The committee made two initial assumptions, which we feel should be made explicit in our report. Firstly, we took as given that there is widespread, although varying in degree, dissatisfaction with the current FCQ instruments among faculty and students. We make no attempt to document or provide evidence of this, since one only has to ask a few faculty before a picture of discontentment emerges. Some feel that we should start this report with a litany of complaints against the current instruments, but we are reluctant to do so. A very long list could be compiled on the basis of reviewed research alone. However, many would feel that such a list did not address their particular concerns as the opinions and recommendations put forth on this issue are as varied and diverse as the faculty itself. Possibly the only clear statement that can be made is that there is general dissatisfaction, not merely with the forms, but also with the way in which the results have been used. However, the root causes remain elusive. Secondly, we accept as fact that student input in the faculty evaluation process is necessary and vital to that process. It is inconceivable to us that a valid evaluation can be obtained without factoring in student perceptions. However, we reiterate that an overall evaluation of teaching on the basis of student opinion is inadequate. Effective evaluation must have assesments of multiple components such as rigor, content, student learning and good pedagogical practices in addition to student opinion.
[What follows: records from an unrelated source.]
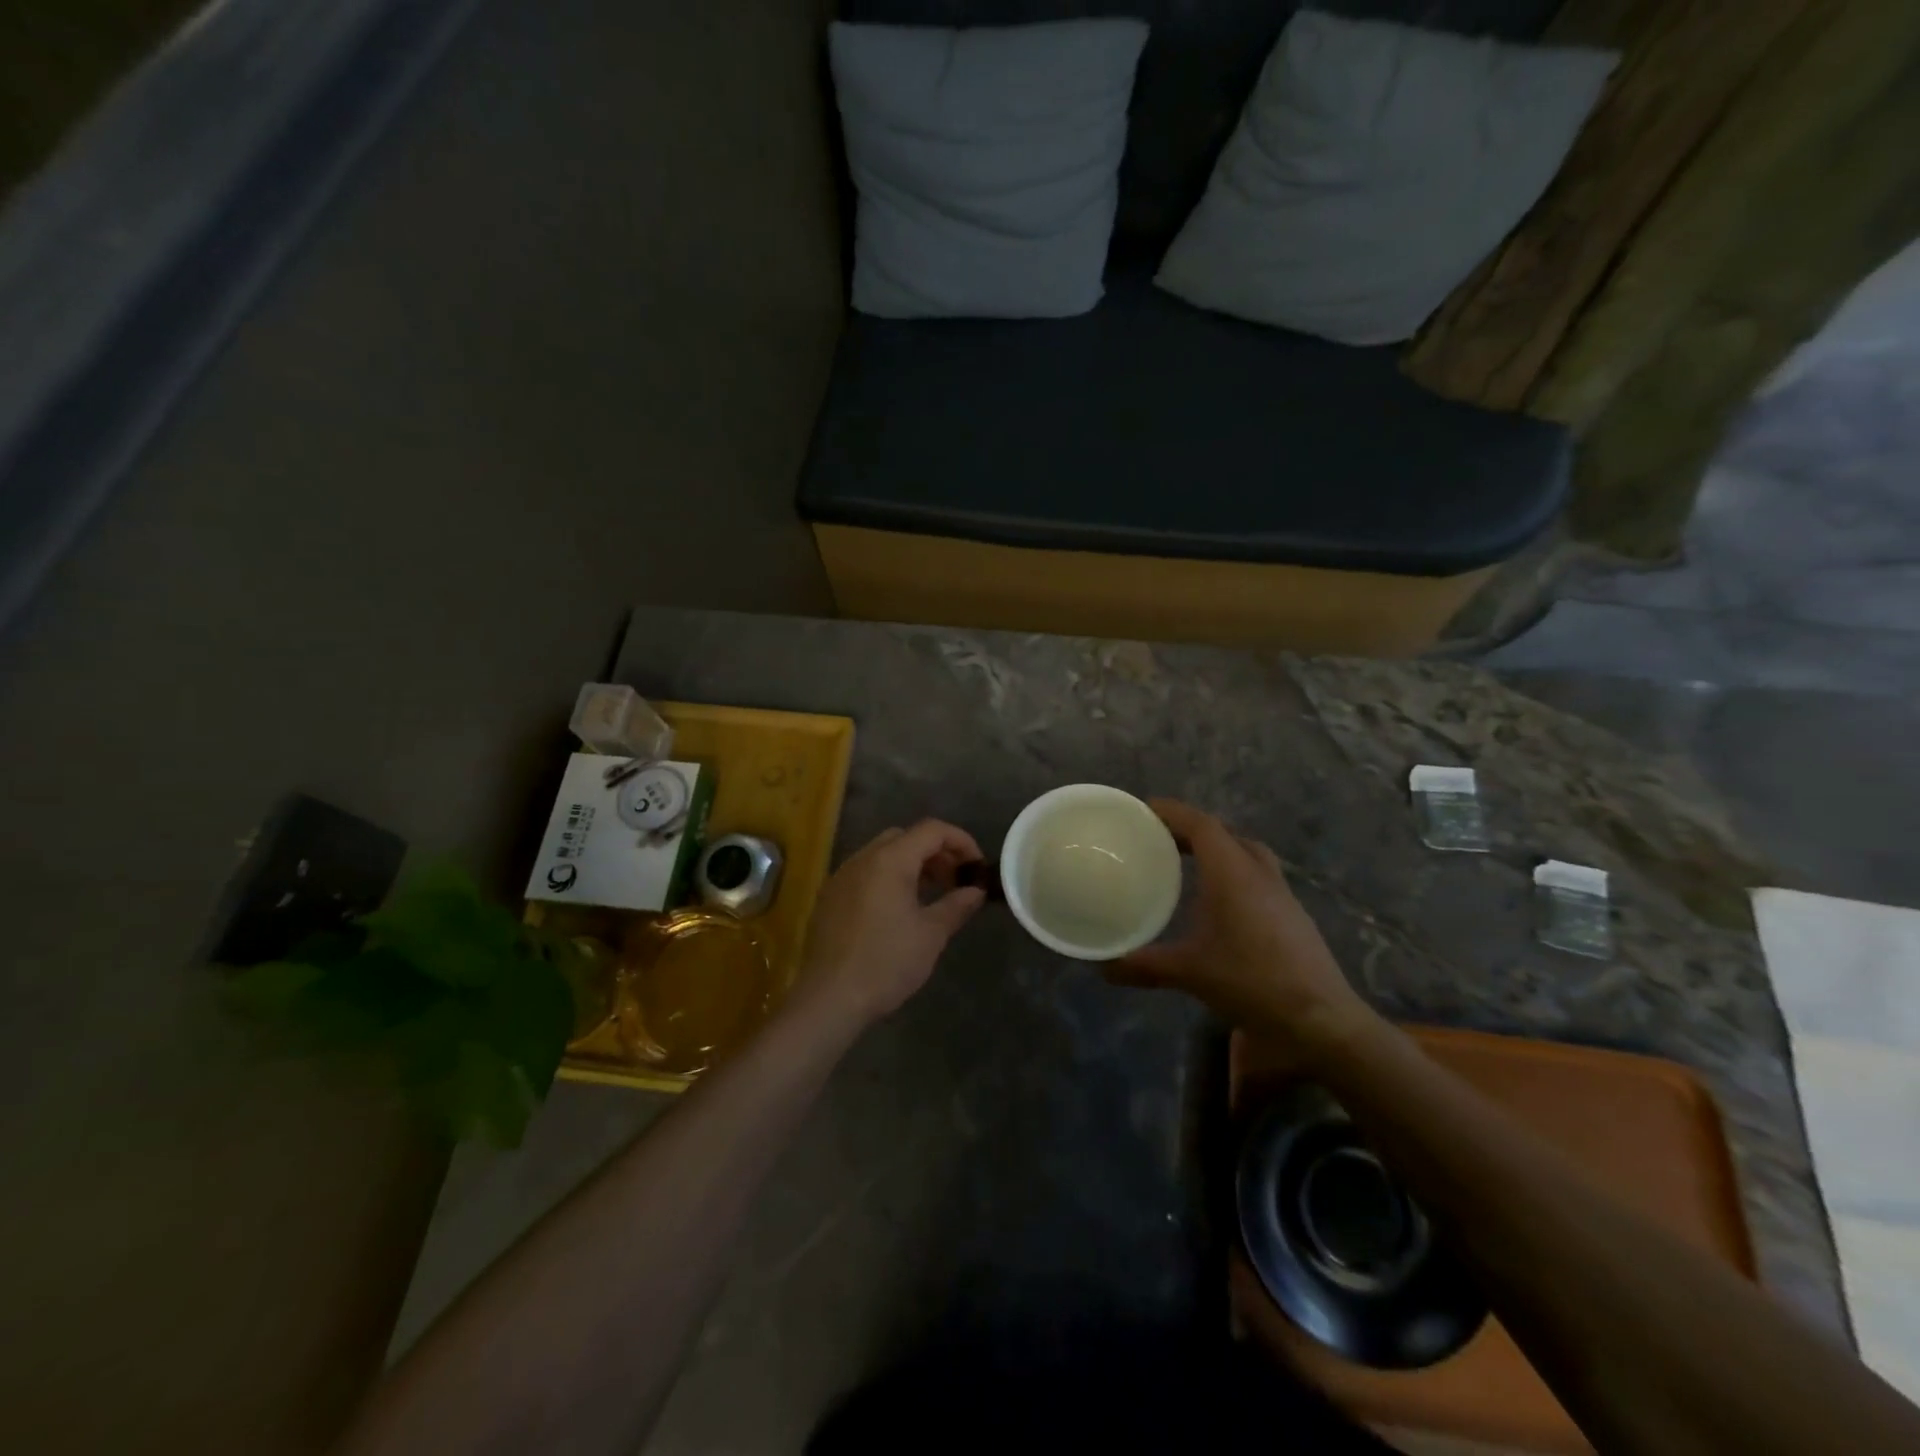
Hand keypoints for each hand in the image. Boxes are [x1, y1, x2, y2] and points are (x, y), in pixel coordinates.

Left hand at [793, 819, 986, 1030]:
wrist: (829, 998)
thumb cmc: (886, 962)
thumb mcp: (931, 935)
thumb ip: (957, 905)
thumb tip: (975, 891)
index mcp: (890, 860)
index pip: (931, 830)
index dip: (961, 841)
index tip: (977, 866)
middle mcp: (863, 858)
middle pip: (905, 837)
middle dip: (935, 852)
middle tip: (955, 880)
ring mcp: (842, 876)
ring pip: (883, 854)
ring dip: (911, 864)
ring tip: (931, 894)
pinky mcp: (830, 897)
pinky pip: (865, 872)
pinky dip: (888, 878)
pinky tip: (898, 909)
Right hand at [1104, 800, 1374, 1049]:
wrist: (1321, 1021)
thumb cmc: (1252, 982)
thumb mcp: (1190, 974)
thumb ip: (1143, 966)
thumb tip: (1102, 966)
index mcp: (1233, 873)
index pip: (1201, 824)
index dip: (1171, 811)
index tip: (1142, 810)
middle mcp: (1259, 873)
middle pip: (1224, 833)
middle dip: (1190, 829)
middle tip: (1157, 838)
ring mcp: (1281, 894)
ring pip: (1246, 853)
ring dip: (1216, 849)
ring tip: (1185, 864)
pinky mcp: (1292, 915)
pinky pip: (1257, 875)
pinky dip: (1232, 872)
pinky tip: (1217, 902)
Mandated by the Board of Regents in 1986, faculty and course assessment is to serve three functions as indicated in this section of the enabling motion:
"RESOLVED: That beginning with the fall semester, 1986, Faculty-Course Evaluation shall be implemented at the University of Colorado for all courses and their sections offered by any of the University of Colorado campuses. Each campus shall design an evaluation form that meets that individual campus's specific needs so long as such forms are uniform for that campus, include evaluation of individual faculty, and are adaptable to either the individual campus's research and testing services or such services that exist at the Boulder campus. The evaluation system shall be designed to provide published information to students, faculty, departmental administration, and the University's administration. ..."This mandate appears to assume that the three constituencies: students, faculty and administration, all can obtain the information they need and/or want from the same form. We call this assumption into question, and believe that it is the root cause of the most significant problems with the FCQ's. In what follows, we will use the term "faculty" to refer to all course instructors, be they full-time faculty, part-time faculty, graduate students, etc. We believe this use of the term in its full generality is in keeping with the spirit of the Regental mandate.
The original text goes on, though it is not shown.